Simply defined, GRC is a coordinated and integrated strategy for corporate governance, enterprise-wide risk management, and compliance with regulatory and industry requirements. Organisations do this to improve quality processes, assess and manage risk and control activities, and comply with environmental, safety and other industry-specific regulations.

However, these efforts have often suffered from organisational silos, a focus on proximal needs, and a reliance on point solutions.
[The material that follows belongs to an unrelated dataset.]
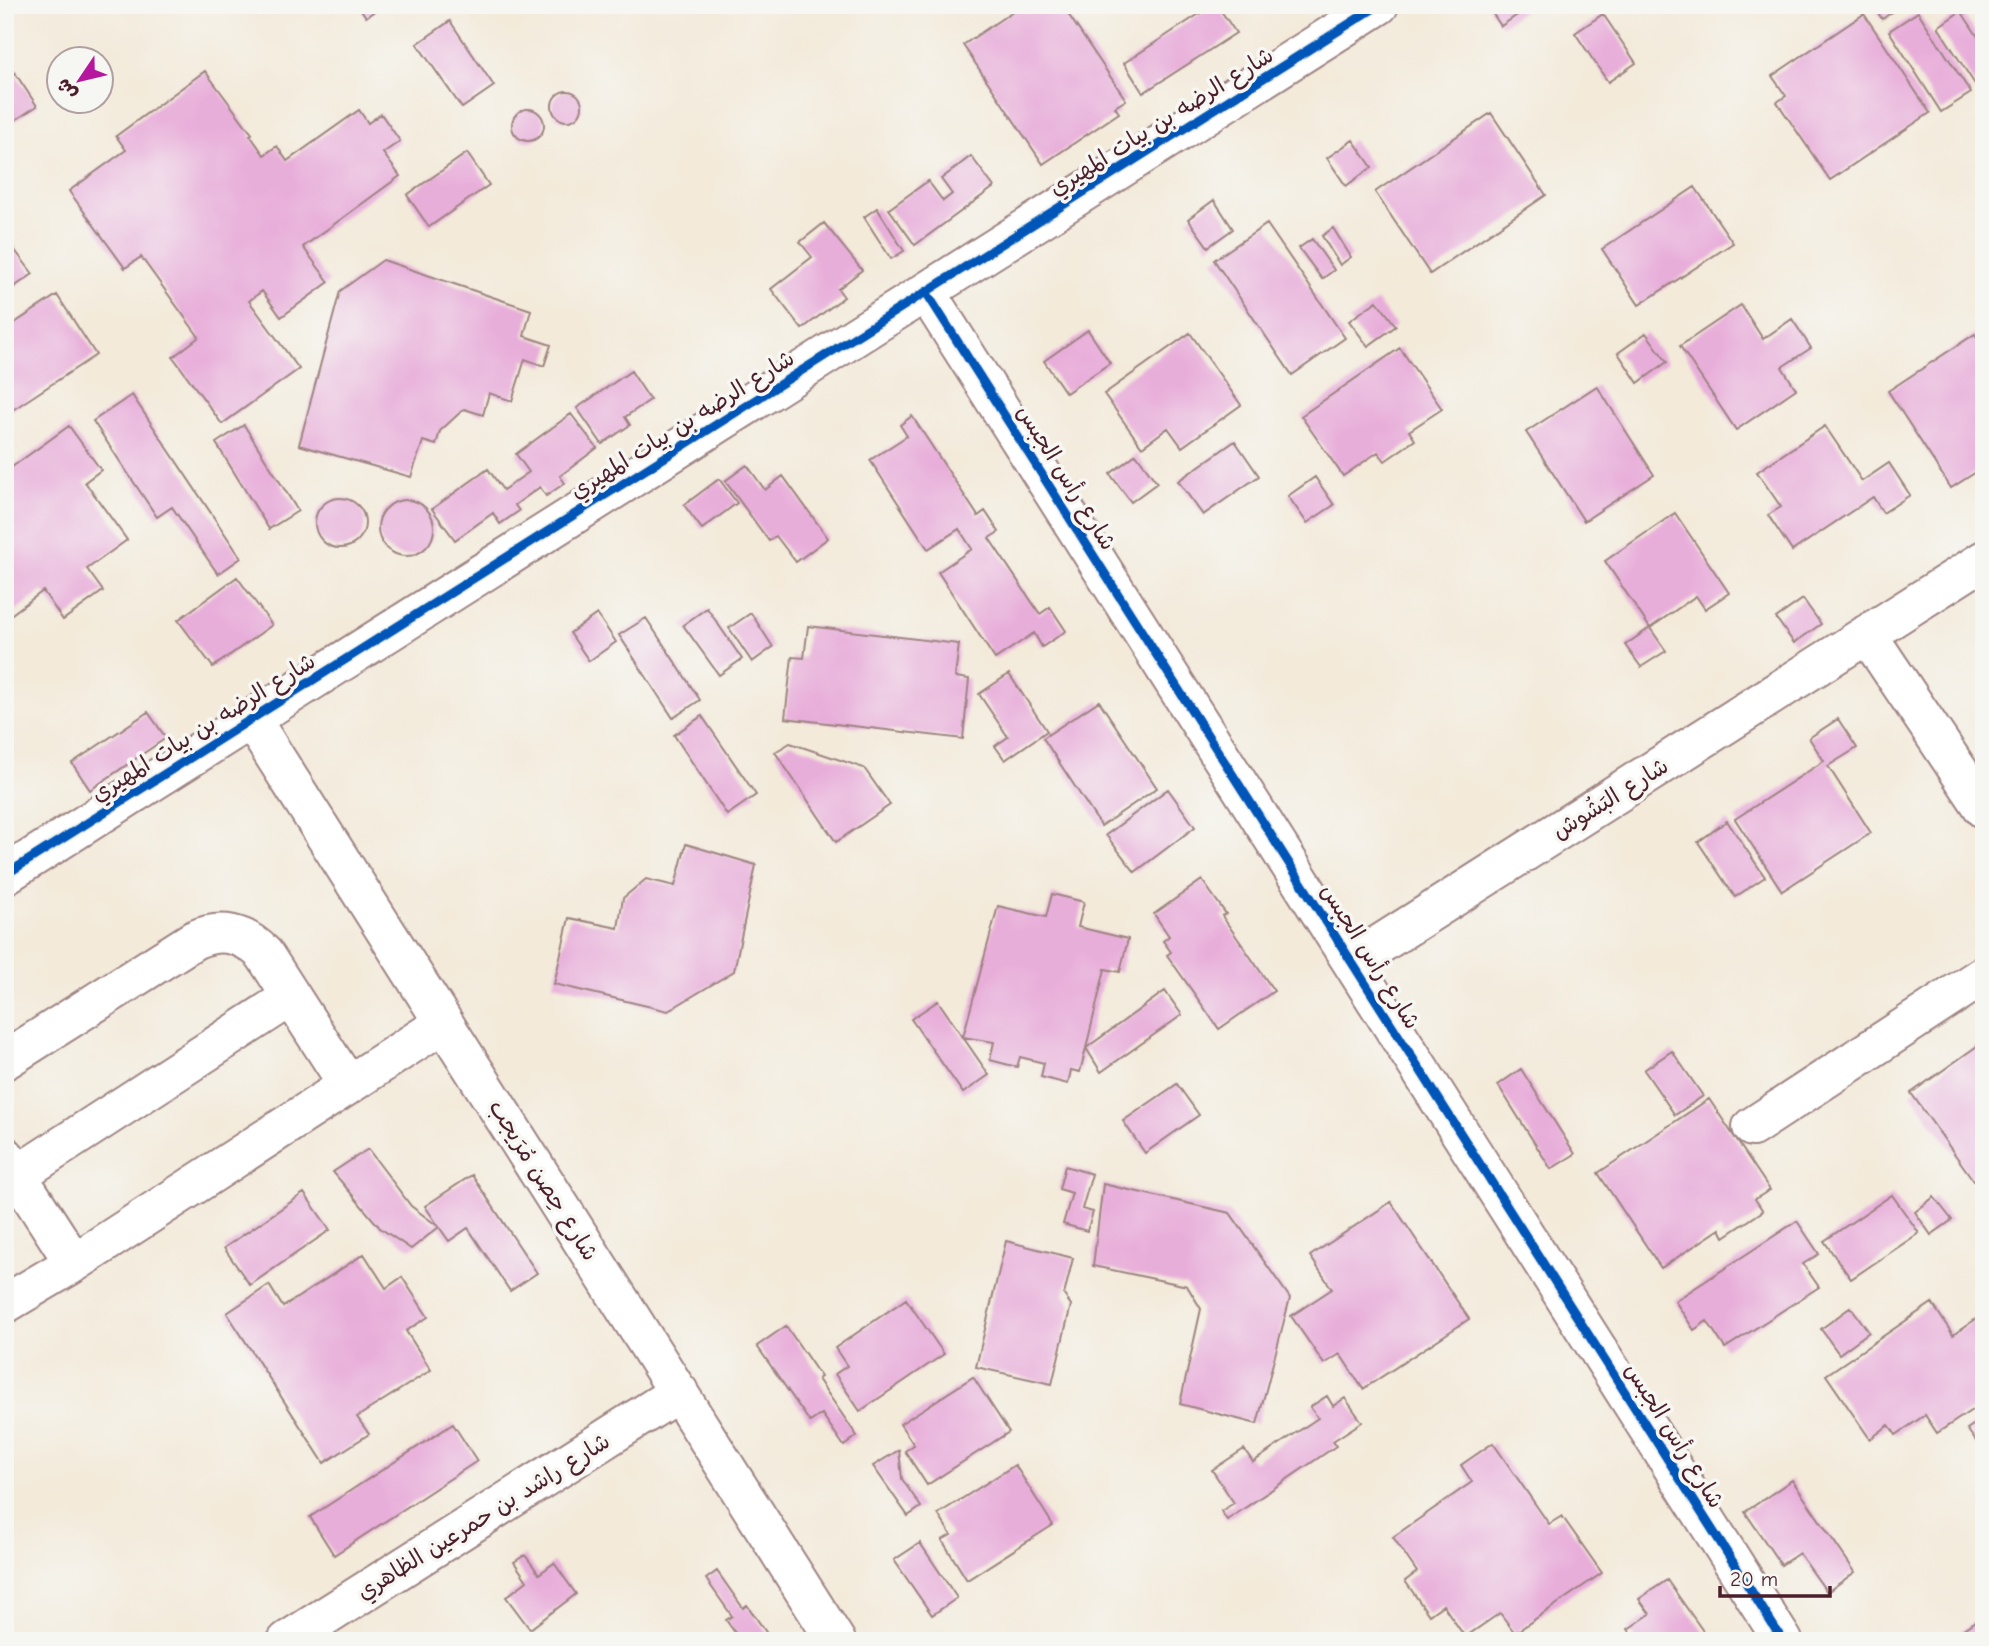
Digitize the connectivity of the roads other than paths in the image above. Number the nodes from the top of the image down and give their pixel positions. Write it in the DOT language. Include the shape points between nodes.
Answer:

Utilising GRC as a strategy can enable businesses to make informed decisions that fundamentally change the way they manage risk and compliance.

What You Need

An Understanding of Your Business

Know how your business operates and what obligations it is beholden to (regulatory, industry, contractual, duty of care, etc.).

Resilient Business Processes and Operations

Understand the likelihood of potential disruptions and design strategies to minimise impact if/when they happen.

A Robust, Yet Flexible Compliance Program

Design a compliance programme that can not only accommodate multiple types of obligations, but and easily incorporate new requirements and adapt to change.

Audit Preparation

Design efficient ways of collecting information to prepare for internal and external audits.

Information Security

Strengthen IT processes and defenses to protect your business and data from bad actors, both internally and externally.

Third-Party Risk Management

Develop a comprehensive view of your third-party ecosystem, including the risks they bring to your business and efficient ways to manage them while driving performance.

Steps You Can Take to Build an Effective Enterprise GRC Program

Step 1

Catalog business processes, known risks, existing controls, compliance obligations, business objectives and goals.

Step 2

Assess all departments, business units, operations and compliance obligations for risk to understand where you are and where you need to be.

Step 3

Work across departments and business units to design and implement strategies and programmes to close the gap.

Step 4

Establish risk thresholds, tolerances, and baseline metrics to assess against and monitor everything for change.